Date: Fri, 28 Aug 2020 10:18:22 +0200
User-agent: Mozilla/5.0 (X11; Linux x86_64; rv:68.0) Gecko/20100101 Thunderbird/68.11.0


Gnunet is flooding my disk with a huge log file in ~/.cache/gnunet/gnunet-2020-080-26.log, this file contains lots of such entries:

Aug 28 10:01:06-523074 util-service-967 WARNING Processing code for message of type 367 did not call `GNUNET_SERVICE_client_continue' after 39 h

Before looking at the root cause of these logs, I'd like gnunet NOT to log things on-disk, but to send its logs to syslog() instead so I could review them with systemd's journalctl. Question is - how should I proceed?
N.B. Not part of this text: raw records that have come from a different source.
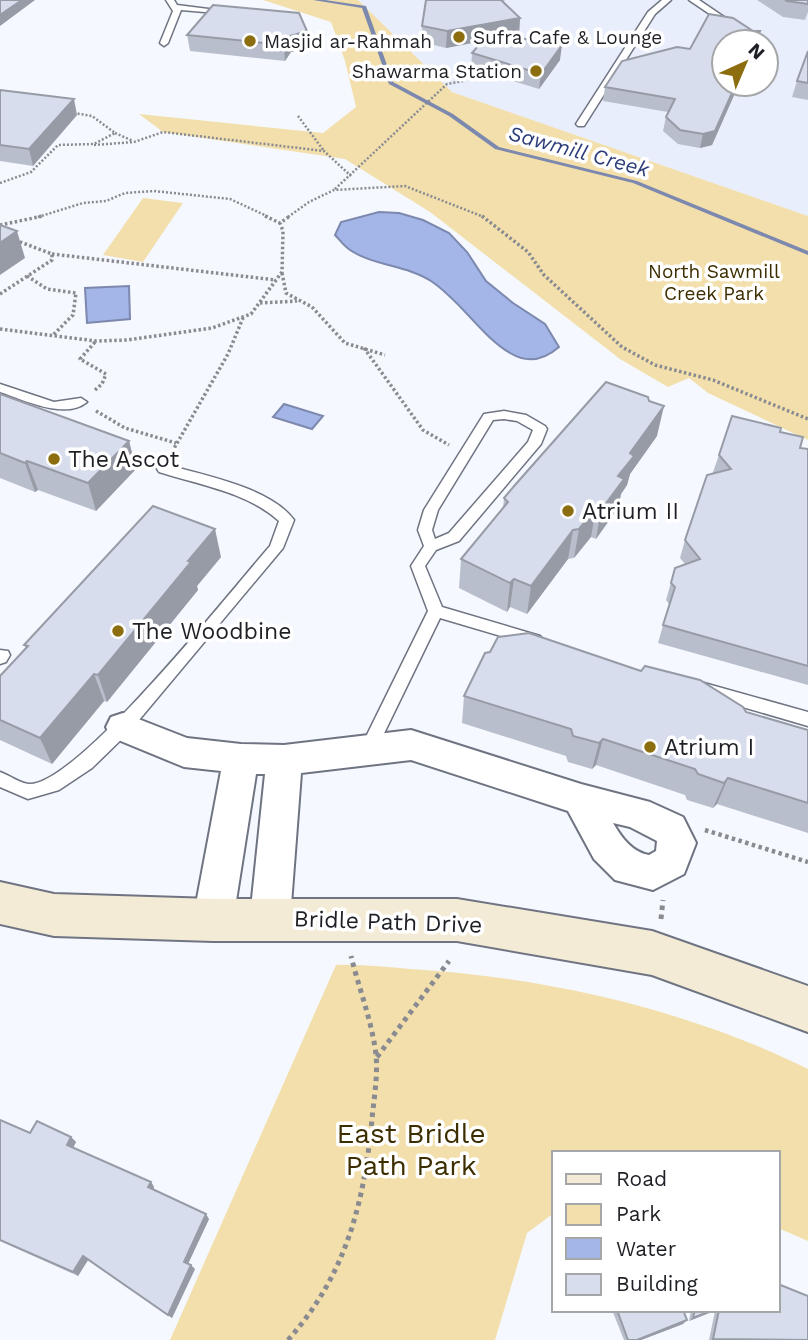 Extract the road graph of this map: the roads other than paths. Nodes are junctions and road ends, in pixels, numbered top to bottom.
1 (667, 0) edge
2 (693, 0) edge
3 (172, 3) edge
4 (237, 13) edge
5 (736, 28) edge
6 (164, 43) dead end
7 (580, 124) dead end
8 (0, 388) edge
9 (80, 402) road end
10 (164, 469) road end
11 (430, 546) junction
12 (436, 611) junction
13 (551, 645) edge
14 (692, 685) edge
15 (808, 719) edge
16 (123, 727) junction
17 (368, 749) junction
18 (241, 758) junction
19 (284, 760) junction
20 (0, 779) edge
21 (581, 800) junction
22 (0, 903) edge
23 (270, 918) junction
24 (213, 920) junction
25 (808, 1009) edge

1 - 7 lane
2 - 5 lane
3 - 4 lane
3 - 6 lane
8 - 9 lane
10 - 16 lane
11 - 11 lane
11 - 12 lane
12 - 13 lane
12 - 17 lane
14 - 15 lane
16 - 18 street
16 - 20 lane
17 - 19 street
17 - 21 street
18 - 19 street
18 - 24 street
19 - 23 street
21 - 21 street
22 - 24 street, Bridle Path Drive
23 - 24 street, Bridle Path Drive
23 - 25 street, Bridle Path Drive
I noticed that gnunet mostly logs things by calling a LOG() function that is redefined on a per-module basis and usually points to GNUNET_log_from(), the latter being a short #define snippet in include/gnunet_common.h that may call GNUNET_log_from_nocheck() from util/common_logging.c, which itself calls a static mylog() function from the same module.

The amount of chained functions and definitions is slightly confusing me, so before blindly hacking the code, I'm asking here: what would be the "proper" way I should follow to make gnunet output logs through syslog? In common_logging.c there are some convenience functions like GNUNET_logger_add() and GNUNET_logger_remove() - but I have no clue how one is supposed to interact with them. Any hints please?

On a side note - is there some kind of documentation about the code architecture? I mean typically - "what does module x is supposed to do, in what context it is called and by who".